All insulin in the United States is human insulin. Pork and bovine insulins, which were more antigenic, are no longer manufactured in the United States. The name human insulin means that the synthetic product is identical to endogenous insulin (i.e., has the same number and sequence of amino acids).


Types of Insulin


Insulins differ in onset and duration of action. They are usually categorized as short, intermediate, or long acting. The synthesis of insulin analogs involves altering the type or sequence of amino acids in insulin molecules.


Short-acting insulins have a rapid onset (15 minutes or less) and a short duration of action (4-8 hours). Short-acting products include insulin lispro (Humalog), insulin aspart (NovoLog), and insulin glulisine (Apidra). Lispro, the first insulin analog to be marketed, is identical to human insulin except for the reversal of two amino acids (lysine and proline). It is absorbed more rapidly and has a shorter half-life after subcutaneous injection than regular (short-acting) human insulin. As a result, it is similar to physiologic insulin secretion after a meal, more effective at decreasing postprandial hyperglycemia, and less likely to cause hypoglycemia before the next meal. Injection just before a meal produces hypoglycemic effects similar to those of an injection of conventional regular insulin given 30 minutes before a meal. Aspart has an even more rapid onset and shorter duration of action. Glulisine, the newest short-acting insulin analog, has the shortest onset of action (5-10 minutes).
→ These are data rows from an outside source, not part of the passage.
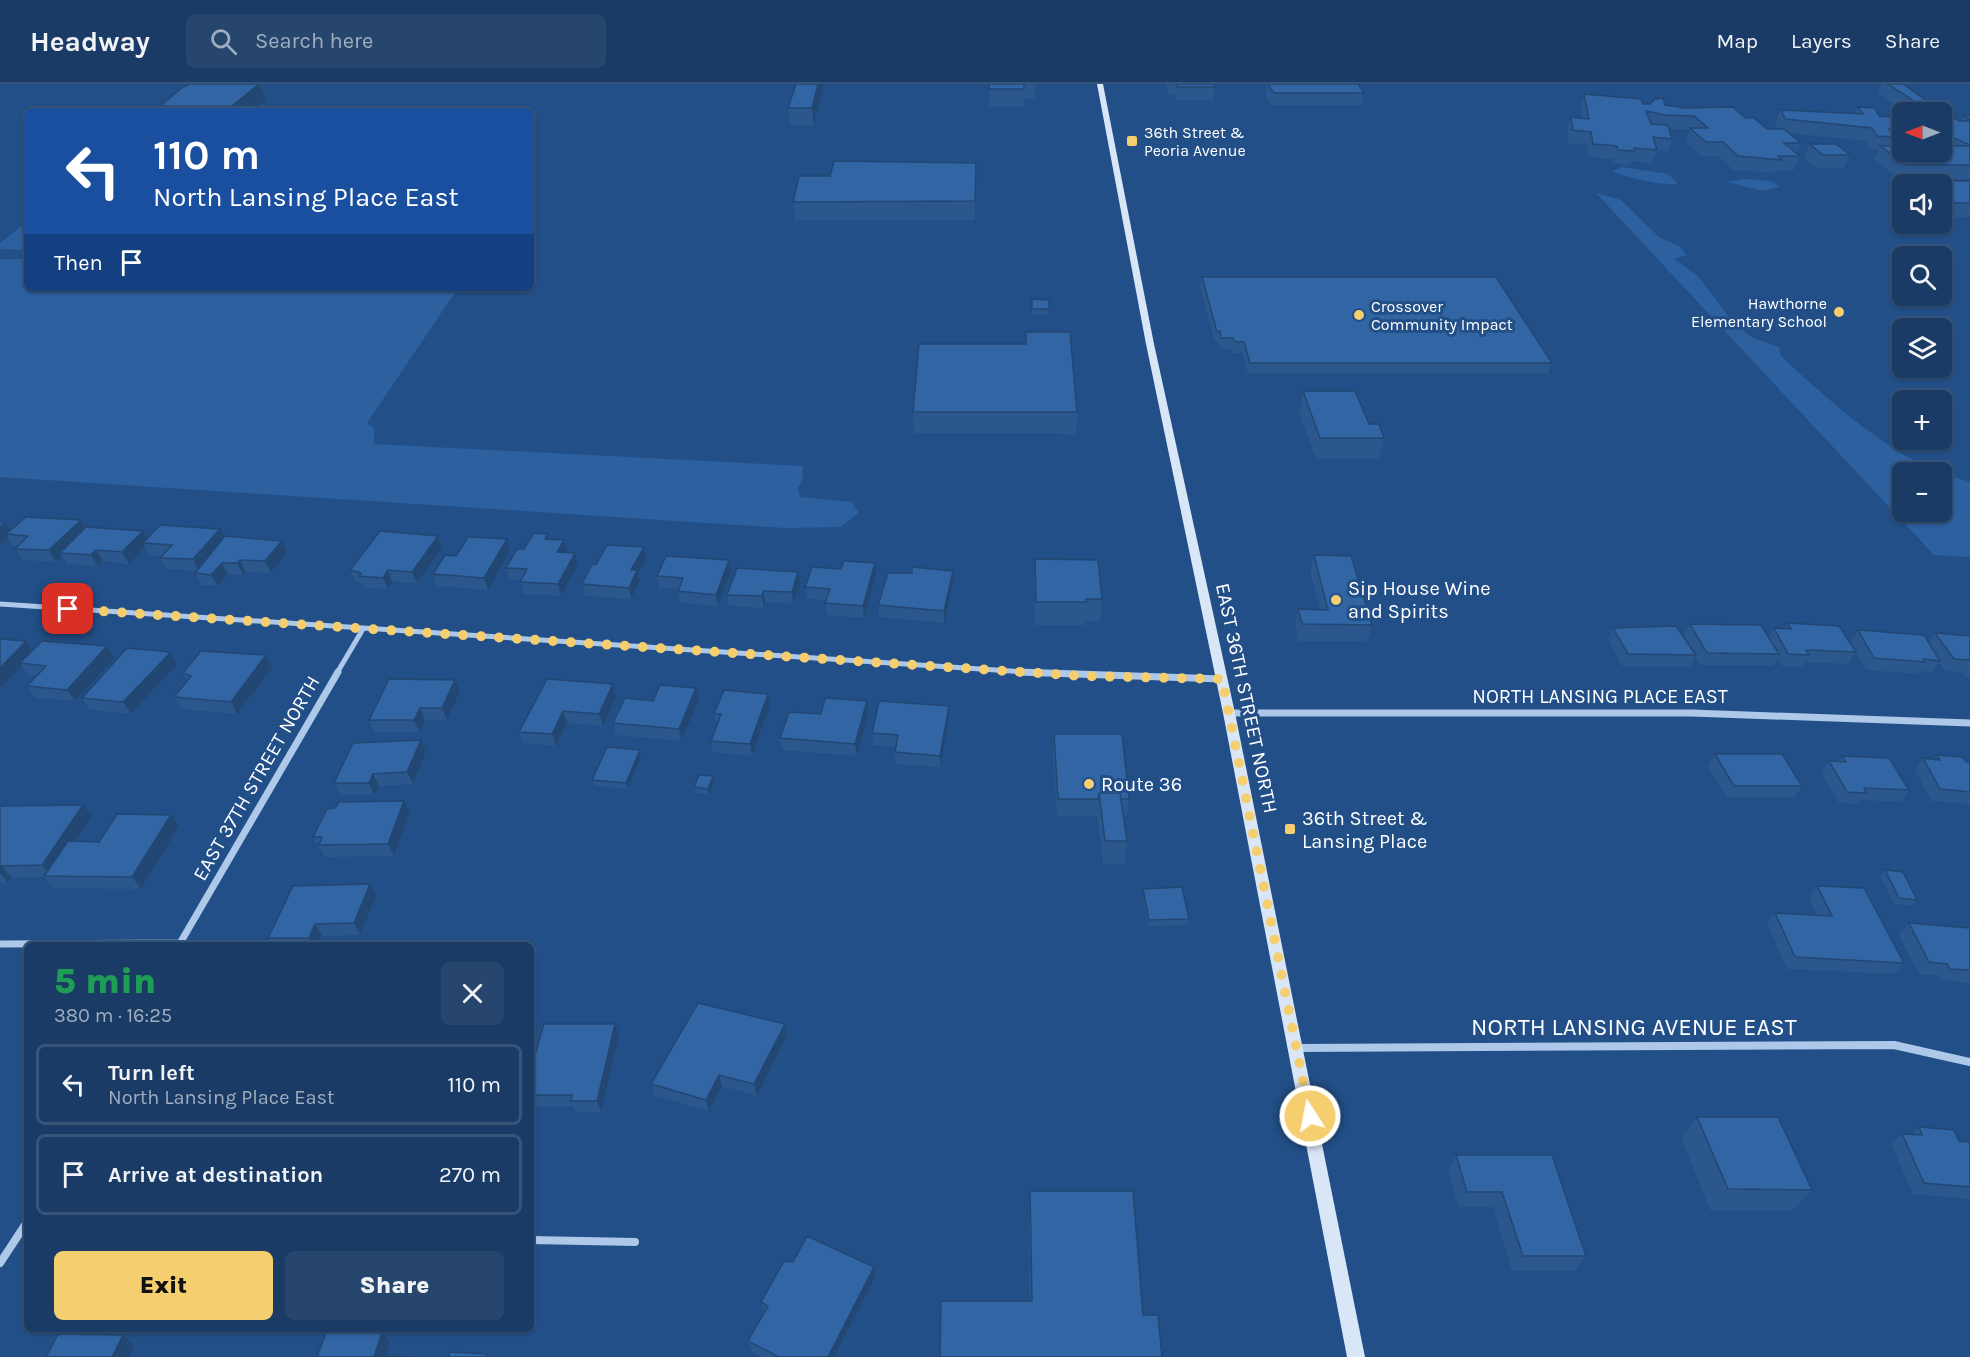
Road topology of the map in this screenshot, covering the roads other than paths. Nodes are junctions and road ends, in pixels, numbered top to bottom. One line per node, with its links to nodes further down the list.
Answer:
1 (1100, 84): 4 (main road, EAST 36TH STREET NORTH)
2 (0, 604): 3 (street)
3 (363, 629): 4 (street); 7 (street, EAST 37TH STREET NORTH)
4 (1222, 679): 5 (main road, EAST 36TH STREET NORTH)
5 (1229, 713): 6 (street, NORTH LANSING PLACE EAST); 10 (main road, EAST 36TH STREET NORTH)
6 (1970, 723)
7 (181, 942)
8 (0, 944): 9 (street)
9 (24, 944)
10 (1297, 1048): 11 (street, NORTH LANSING AVENUE EAST); 16 (main road, EAST 36TH STREET NORTH)
11 (1970, 1062)
12 (24, 1231): 15 (street)
13 (534, 1240): 14 (street)
14 (635, 1242)
15 (0, 1263)
16 (1356, 1357)

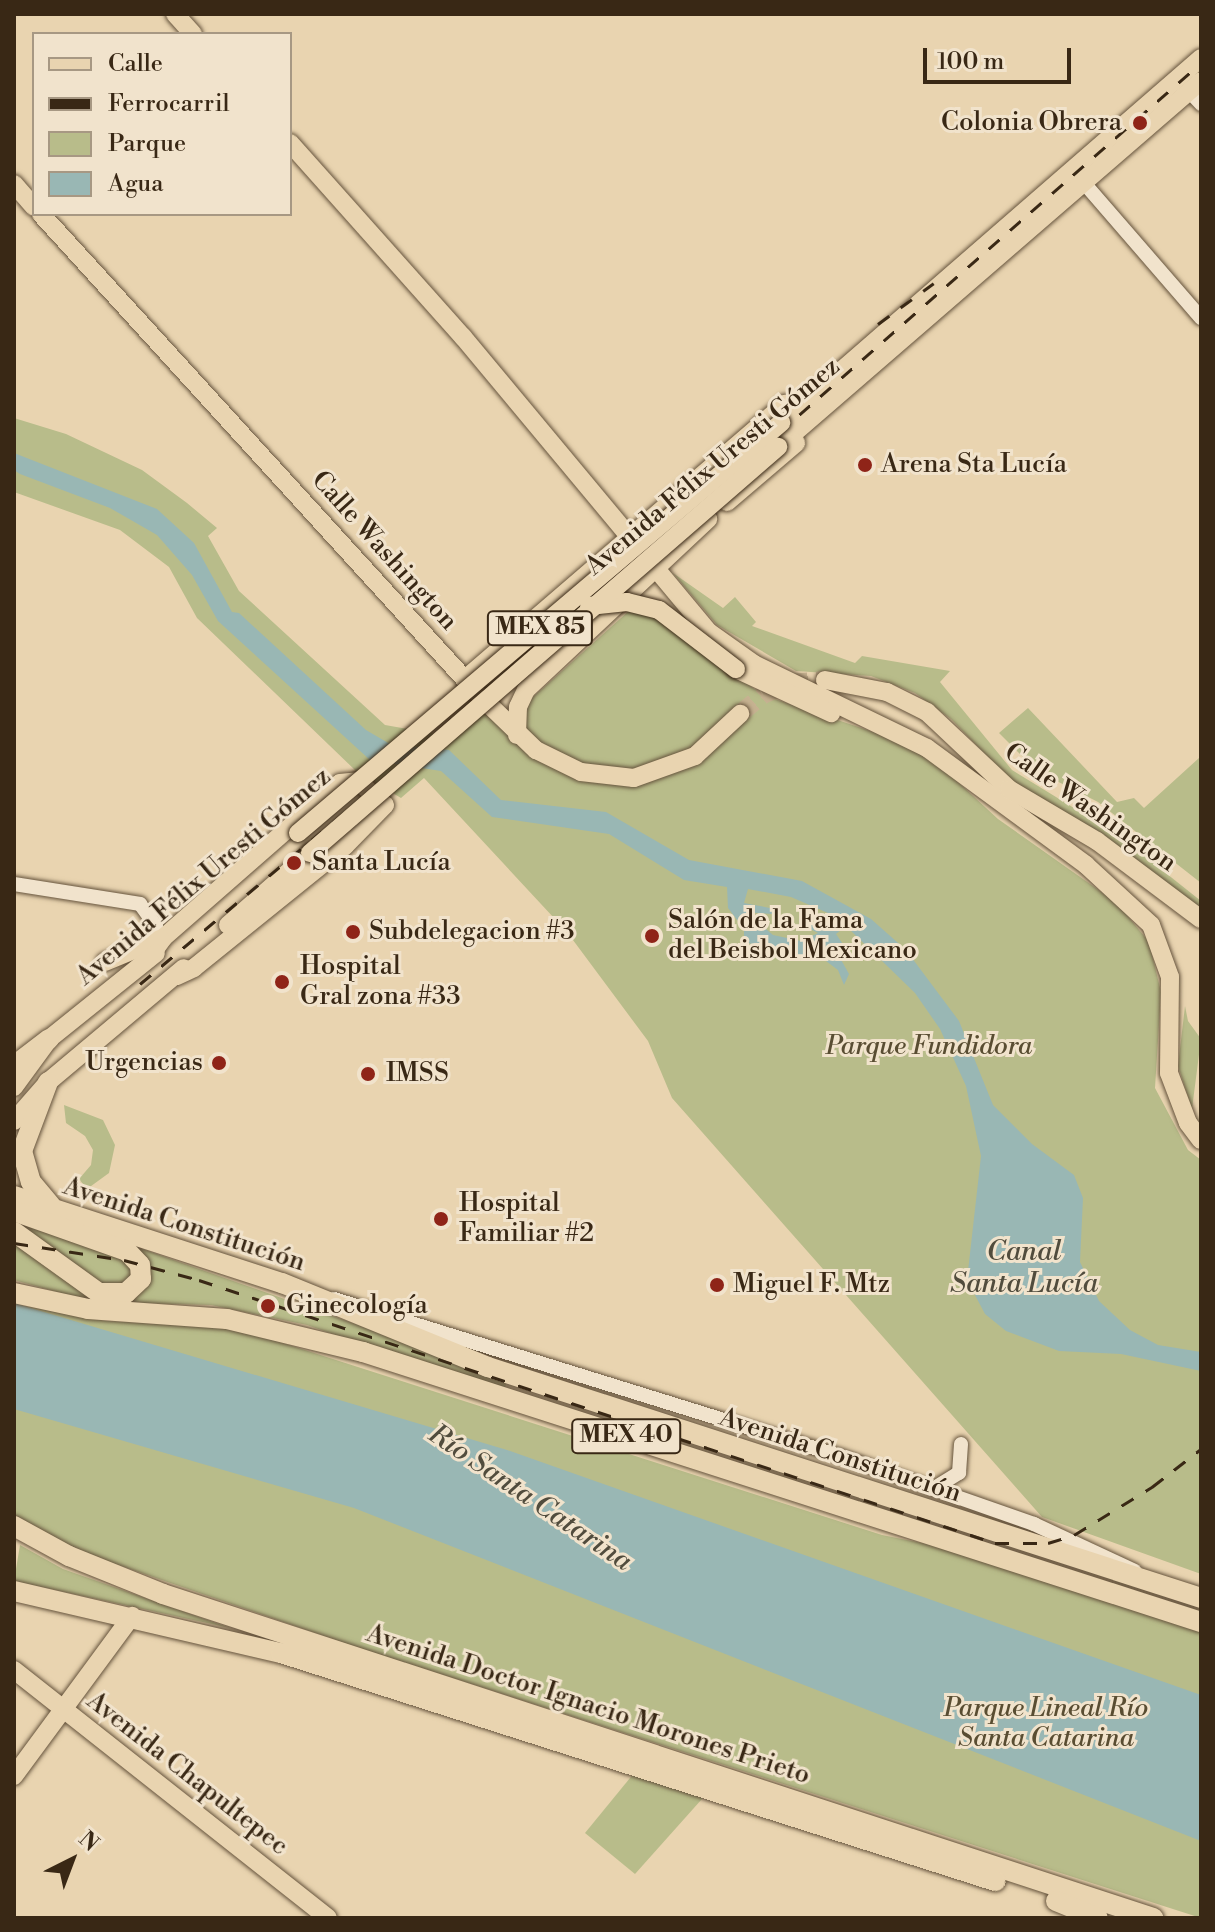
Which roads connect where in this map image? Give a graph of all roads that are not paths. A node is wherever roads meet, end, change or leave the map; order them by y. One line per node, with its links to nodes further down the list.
1 (175, 14): 2 (main road)
2 (191, 32)
3 (1201, 58): 6 (main road, Avenida Félix Uresti Gómez / MEX 85)
4 (1197, 92): 6 (main road, Avenida Félix Uresti Gómez / MEX 85)
5 (292, 145): 14 (main road)
6 (1078, 177): 10 (street); 11 (main road, Avenida Félix Uresti Gómez / MEX 85)
7 (14, 184): 8 (main road)
8 (32, 205)
9 (43, 216): 18 (main road, Calle Washington)
10 (1201, 318)
11 (828, 392): 12 (main road); 13 (main road); 16 (main road, Avenida Félix Uresti Gómez / MEX 85, bridge); 30 (main road, Avenida Félix Uresti Gómez / MEX 85, bridge)
12 (688, 488): 13 (main road); 14 (main road)
13 (710, 517): 15 (main road)
14 (632, 538): 15 (main road); 17 (main road)
15 (655, 569): 20 (main road); 22 (main road)
16 (589, 606): 22 (main road, bridge); 32 (main road, Avenida Félix Uresti Gómez / MEX 85, bridge)
17 (494, 654): 18 (main road); 20 (main road)
18 (465, 679): 23 (main road, Calle Washington)
19 (825, 680): 24 (main road, Calle Washington)
20 (526, 690): 23 (main road)
21 (740, 714): 23 (main road, Calle Washington)
22 (898, 731): 26 (main road)
23 (517, 735)
24 (1138, 871): 26 (main road); 27 (main road, Calle Washington)
25 (14, 884): 30 (street)
26 (1119, 893): 29 (main road)
27 (1184, 904): 28 (main road, Calle Washington); 29 (main road)
28 (1201, 919)
29 (1151, 925): 38 (main road)
30 (159, 945): 31 (main road); 32 (main road); 33 (main road, Avenida Félix Uresti Gómez / MEX 85)
31 (105, 962)
32 (177, 976): 35 (main road, Avenida Félix Uresti Gómez / MEX 85)
33 (49, 1039): 34 (highway); 36 (main road, Avenida Félix Uresti Gómez / MEX 85)
34 (14, 1066)
35 (48, 1082): 37 (main road, Avenida Félix Uresti Gómez / MEX 85); 40 (highway)
36 (14, 1087)
37 (14, 1121)
38 (1201, 1140)
39 (14, 1196): 40 (highway, Avenida Constitución / MEX 40)
40 (54, 1209): 44 (highway, Avenida Constitución / MEX 40)
41 (14, 1211): 42 (highway)
42 (14, 1232)
43 (14, 1293): 45 (highway, Avenida Constitución / MEX 40)
44 (319, 1298): 47 (highway, Avenida Constitución / MEX 40); 48 (street)
45 (605, 1429): 47 (highway); 58 (highway, Avenida Constitución / MEX 40)
46 (961, 1444): 48 (street)
47 (759, 1457): 50 (highway, Avenida Constitución / MEX 40)
48 (933, 1489): 51 (street)
49 (14, 1526): 65 (highway, Avenida Doctor Ignacio Morones Prieto)
50 (1080, 1560): 51 (highway, Avenida Constitución / MEX 40); 56 (highway)
51 (1156, 1584): 53 (highway, Avenida Constitución / MEX 40)
52 (14, 1591): 55 (highway, Avenida Doctor Ignacio Morones Prieto)
53 (1201, 1598)
54 (14, 1599): 55 (highway)
55 (62, 1602): 57 (highway, Avenida Doctor Ignacio Morones Prieto)
56 (1201, 1615)
57 (132, 1616): 60 (main road); 64 (highway, Avenida Doctor Ignacio Morones Prieto)
58 (1201, 1622)
59 (14, 1670): 60 (main road, Avenida Chapultepec)
60 (65, 1706): 61 (main road); 62 (main road, Avenida Chapultepec); 63 (main road)
61 (14, 1776)
62 (328, 1918)
63 (340, 1918)
64 (1098, 1918)
65 (1153, 1918)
Intermediate-acting insulin preparations such as isophane (NPH) suspension possess zinc insulin crystals that have been modified by protamine in a neural buffer. The addition of zinc assists in slowing the absorption and thus prolongs the duration of action.


Long-acting insulin preparations include insulin glargine and insulin detemir. Health care providers use them to provide a basal amount of insulin through 24 hours, similar to normal, endogenous insulin secretion.


Several mixtures of an intermediate-and a short-acting insulin are available and in common use. U-100, the main insulin concentration in the United States, contains 100 units of insulin per milliliter of solution. Accurate measurement requires an orange-tipped syringe designed for use only with U-100 insulin.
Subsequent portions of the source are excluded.